▶ TASK OBJECTIVE:
Given the listing below, the answer must be only the number of lines containing the string "dead".

▶ AVAILABLE DATA:
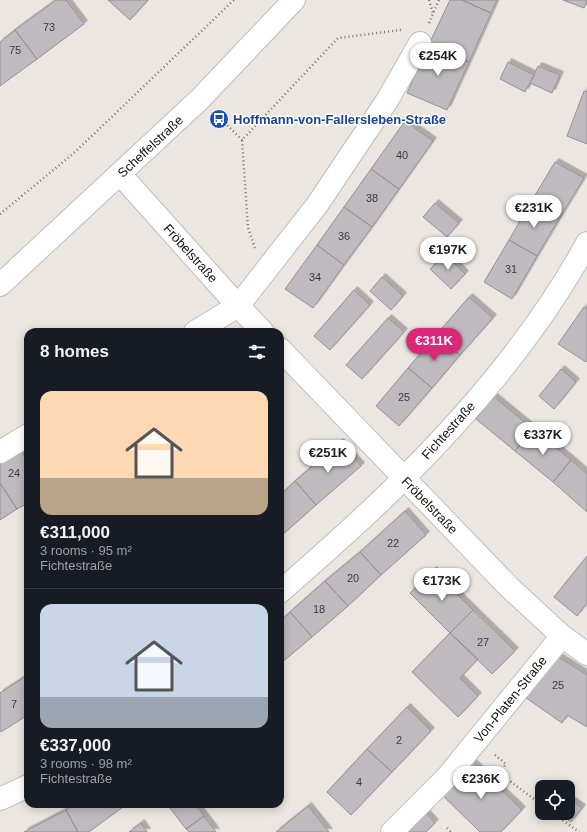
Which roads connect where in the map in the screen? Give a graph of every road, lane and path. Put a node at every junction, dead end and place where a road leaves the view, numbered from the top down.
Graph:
1 (234, 0) edge
2 (294, 0) edge
3 (429, 0) edge
4 (433, 13) dead end
5 (420, 43) joint
6 (200, 99) junction
7 (242, 140) junction
8 (120, 174) junction
9 (0, 214) edge
10 (587, 242) edge
11 (263, 273) junction
12 (0, 285) edge
13 (238, 306) junction
14 (202, 328) edge
15 (259, 328) edge
16 (284, 353) edge
17 (24, 437) edge
18 (0, 452) edge
19 (404, 478) junction
20 (284, 588) edge
21 (562, 636) junction
22 (587, 654) edge
23 (476, 741) junction
24 (24, 788) edge
25 (0, 798) edge
26 (535, 800) edge
27 (563, 820) edge
28 (447, 828) dead end
29 (392, 832) edge
30 (451, 832) edge
31 (579, 832) edge

1 - 9 path
2 - 6 street, Scheffelstraße
3 - 4 path
5 - 7 path
5 - 11 street
6 - 7 path
6 - 8 street, Scheffelstraße
7 - 11 path
8 - 12 street, Scheffelstraße
8 - 13 street, Fröbelstraße
10 - 19 street, Fichtestraße
11 - 13 street
13 - 14 street
13 - 15 street, Fröbelstraße
16 - 19 street, Fröbelstraße
17 - 18 street
19 - 20 street, Fichtestraße
19 - 21 street, Fröbelstraße
21 - 22 street, Fröbelstraße
21 - 23 street, Von-Platen-Straße
23 - 26 path
23 - 29 street, Von-Platen-Straße
24 - 25 street
27 - 31 path
28 - 30 path

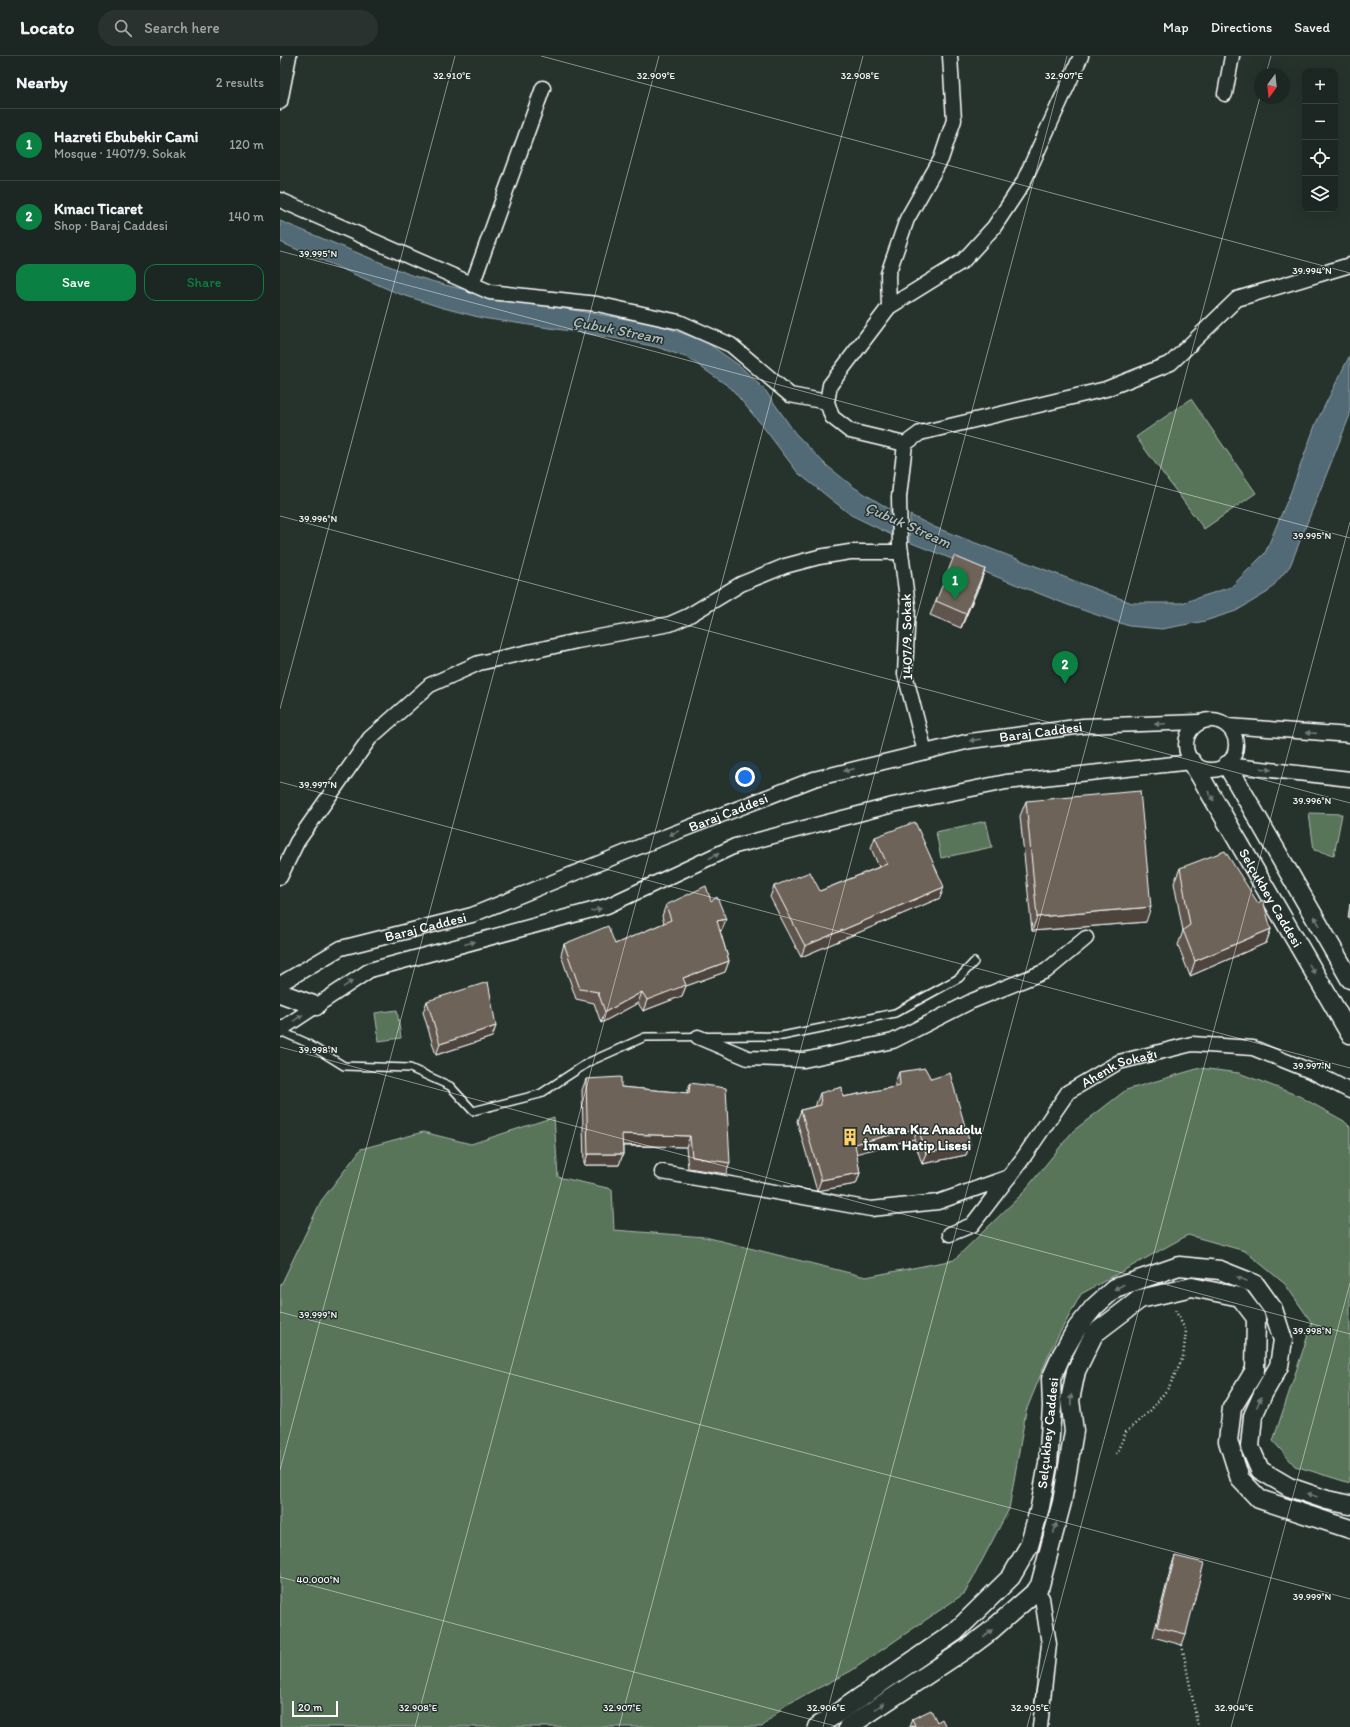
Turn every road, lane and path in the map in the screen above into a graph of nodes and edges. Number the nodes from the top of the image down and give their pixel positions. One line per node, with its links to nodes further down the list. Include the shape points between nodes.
1 (289, 56): 7 (street)
2 (950, 56): 11 (street, via 954,120 941,159 907,219 888,274)
3 (1081, 56): 11 (street, via 1023,183 994,227 963,261)
4 (1232, 56): 6 (street)
5 (543, 88): 10 (street)
6 (1225, 94)
7 (280, 102)
8 (280, 200): 10 (street)
9 (1350, 265): 13 (street, via 1237,299 1171,363 1106,389 920,433)
10 (472, 284): 12 (street, via 490,292 597,304 679,322 731,345 790,395)
11 (889, 307): 12 (street, via 830,385)
12 (827, 402): 13 (street, via 832,417 850,431)
13 (906, 444): 14 (street, 1407/9. Sokak, via 899,498)
14 (901, 549): 18 (street, 1407/9. Sokak, via 908,606 905,674); 22 (street, via 819,556 785,566 741,584 670,624 479,663 430,685 370,738 297,842)
15 (1199, 722): 16 (street, via 1217,720); 18 (street, Baraj Caddesi, one-way to 18, via 1083,726 970,741); 19 (street, via 1188,733 1185,741 1187,756)
16 (1228, 726): 17 (street, one-way to 16); 20 (street, via 1236,742 1236,750)
17 (1350, 735)
18 (925, 752): 26 (street, Baraj Caddesi, one-way to 26, via 814,779 472,915 341,948)
19 (1192, 762): 20 (street, via 1205,770 1220,769); 28 (street, Baraj Caddesi, one-way to 19, via 370,970 608,906 735,846 893,805 1006,782); 30 (street, Selçukbey Caddesi, one-way to 30)
20 (1227, 765): 21 (street, one-way to 21); 25 (street, Selçukbey Caddesi, one-way to 20)
21 (1350, 779)
22 (280, 877)
23 (1086, 938): 31 (street, via 1046,971 972,1001 893,1042 804,1060 748,1058)
24 (974, 962): 31 (lane, via 960,978 895,1013 782,1036)
25 (1350, 979)
26 (280, 984)
27 (280, 993): 28 (street)
28 (316, 1006): 29 (street, Baraj Caddesi, one-way to 28)
29 (280, 1030): 31 (lane, via 344,1066 410,1068 450,1086 473,1111 540,1094 589,1062 645,1037)
30 (1350, 1034)
31 (698, 1037)
32 (1350, 1091): 34 (street, Ahenk Sokağı, via 1313,1072 1253,1048 1192,1044 1119,1062 1068,1092)
33 (662, 1172): 34 (street, via 871,1209 938,1202)
34 (1009, 1177): 35 (street, Ahenk Sokağı, via 972,1225)
35 (950, 1234)
36 (1164, 1293): 37 (path, via 1186,1331 1183,1357 1169,1387 1150,1411 1126,1432); 39 (street, Selçukbey Caddesi, via 1192,1287 1240,1297 1256,1318 1255,1370 1232,1408 1228,1441 1240,1479 1259,1499); 40 (street, Selçukbey Caddesi, one-way to 36, via 1040,1585 1062,1502 1074,1431 1070,1400 1076,1371 1094,1334 1140,1299)
37 (1116, 1454)
38 (1350, 1505): 42 (street, Selçukbey Caddesi, one-way to 42, via 1288,1487 1260,1470 1250,1447 1253,1416 1279,1366 1283,1340 1273,1309 1255,1284 1220,1270 1179,1266 1115,1288 1077,1328 1051,1379 1048,1464 1040,1507 1029,1546 1011,1576 955,1632)
39 (1350, 1529)
40 (1036, 1591): 43 (street, Selçukbey Caddesi, one-way to 40, via 972,1646); 44 (street, via 1042,1598 1049,1644)
41 (1182, 1645): 45 (path)
42 (817, 1727)
43 (848, 1727)
44 (1040, 1727)
45 (1198, 1727)

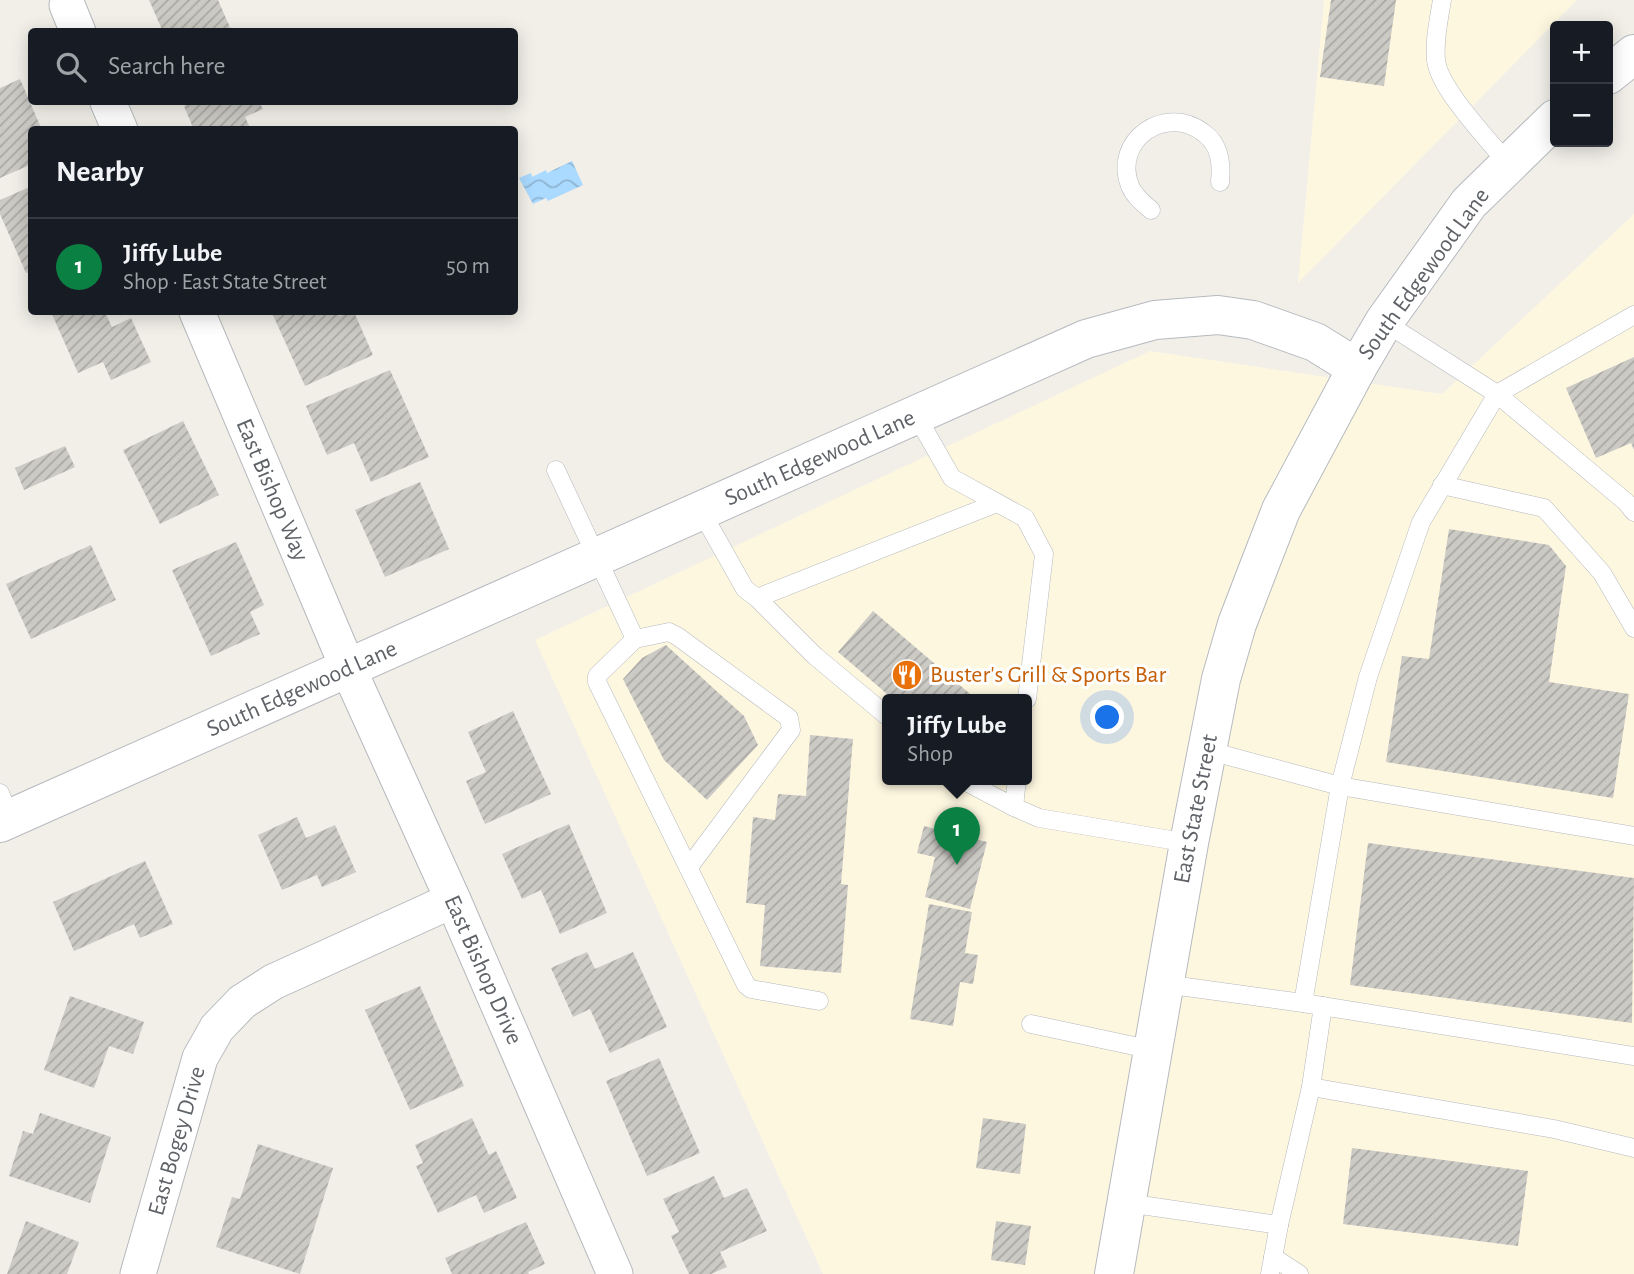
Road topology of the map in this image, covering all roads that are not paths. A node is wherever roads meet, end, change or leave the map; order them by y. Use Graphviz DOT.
graph roads {
  1 [pos="1442,0"];
  2 [pos="1634,54"];
  3 [pos="1613,71"];
  4 [pos="109,105"];
  5 [pos="1550,124"];
  6 [pos="118,126"];
  7 [pos="1508,164"];
  8 [pos="1220,182"];
  9 [pos="1151,210"];
  10 [pos="198,315"];
  11 [pos="1634,315"];
  12 [pos="1384,323"];
  13 [pos="1357,368"];
  14 [pos="1497,394"];
  15 [pos="916,415"];
  16 [pos="556,470"];
  17 [pos="1442,485"];
  18 [pos="997,502"];
  19 [pos="701,511"];
  20 [pos="1634,512"];
  21 [pos="596,558"];
  22 [pos="757,598"];
  23 [pos="1634,628"];
  24 [pos="635,639"];
  25 [pos="348,668"];
  26 [pos="1028,694"];
  27 [pos="882,712"];
  28 [pos="1206,750"];
  29 [pos="972,785"];
  30 [pos="1016,785"];
  31 [pos="1340,786"];
  32 [pos="1014,807"];
  33 [pos="3,811"];
  34 [pos="1634,836"];
  35 [pos="1189,843"];
  36 [pos="689,867"];
  37 [pos="453,900"];
  38 [pos="1164,984"];
  39 [pos="819,1000"];
  40 [pos="1303,1003"];
  41 [pos="1323,1006"];
  42 [pos="1031,1024"];
  43 [pos="1153,1050"];
  44 [pos="1634,1056"];
  45 [pos="1311,1087"];
  46 [pos="1634,1148"];
  47 [pos="1126,1203"];
  48 [pos="1279,1226"];
  49 [pos="1272,1266"];
  50 [pos="138,1274"];
  51 [pos="615,1274"];
  52 [pos="1114,1274"];
  53 [pos="1298,1274"];
  1 -- 7 [label="lane"];
  2 -- 3 [label="street"];
  4 -- 6 [label="street"];
  5 -- 7 [label="street, South Edgewood Lane"];
  7 -- 12 [label="street, South Edgewood Lane"];
  8 -- 9 [label="lane"];
  10 -- 25 [label="street, East Bishop Way"];
  11 -- 14 [label="lane"];
  12 -- 13 [label="street, South Edgewood Lane"];
  12 -- 14 [label="lane"];
  13 -- 15 [label="street, South Edgewood Lane"];
  13 -- 28 [label="street, East State Street"];
  14 -- 17 [label="lane"];
  14 -- 20 [label="lane"];
  15 -- 18 [label="lane"];
  15 -- 19 [label="street, South Edgewood Lane"];
  16 -- 21 [label="lane"];
  17 -- 23 [label="lane"];
  17 -- 31 [label="lane"];
  18 -- 22 [label="lane"];
  18 -- 26 [label="lane"];
  19 -- 21 [label="street, South Edgewood Lane"];
  19 -- 22 [label="lane"];
  21 -- 24 [label="lane"];
  21 -- 25 [label="street, South Edgewood Lane"];
  22 -- 27 [label="lane"];
  24 -- 36 [label="lane"];
  24 -- 36 [label="lane"];
  25 -- 33 [label="street, South Edgewood Lane"];
  25 -- 37 [label="street, East Bishop Drive"];
  28 -- 31 [label="lane"];
  28 -- 35 [label="street, East State Street"];
  29 -- 32 [label="lane"];
  30 -- 32 [label="lane"];
  31 -- 34 [label="lane"];
  31 -- 40 [label="lane"];
  32 -- 35 [label="lane"];
  35 -- 38 [label="street, East State Street"];
  36 -- 39 [label="lane"];
  37 -- 50 [label="street, East Bogey Drive"];
  37 -- 51 [label="street, East Bishop Drive"];
  38 -- 40 [label="lane"];
  38 -- 43 [label="street, East State Street"];
  40 -- 41 [label="lane"];
  41 -- 44 [label="lane"];
  41 -- 45 [label="lane"];
  42 -- 43 [label="lane"];
  43 -- 47 [label="street, East State Street"];
  45 -- 46 [label="lane"];
  45 -- 48 [label="lane"];
  47 -- 48 [label="lane"];
  47 -- 52 [label="street, East State Street"];
  48 -- 49 [label="lane"];
  49 -- 53 [label="lane"];
}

▶ EXERCISE RESPONSE:
3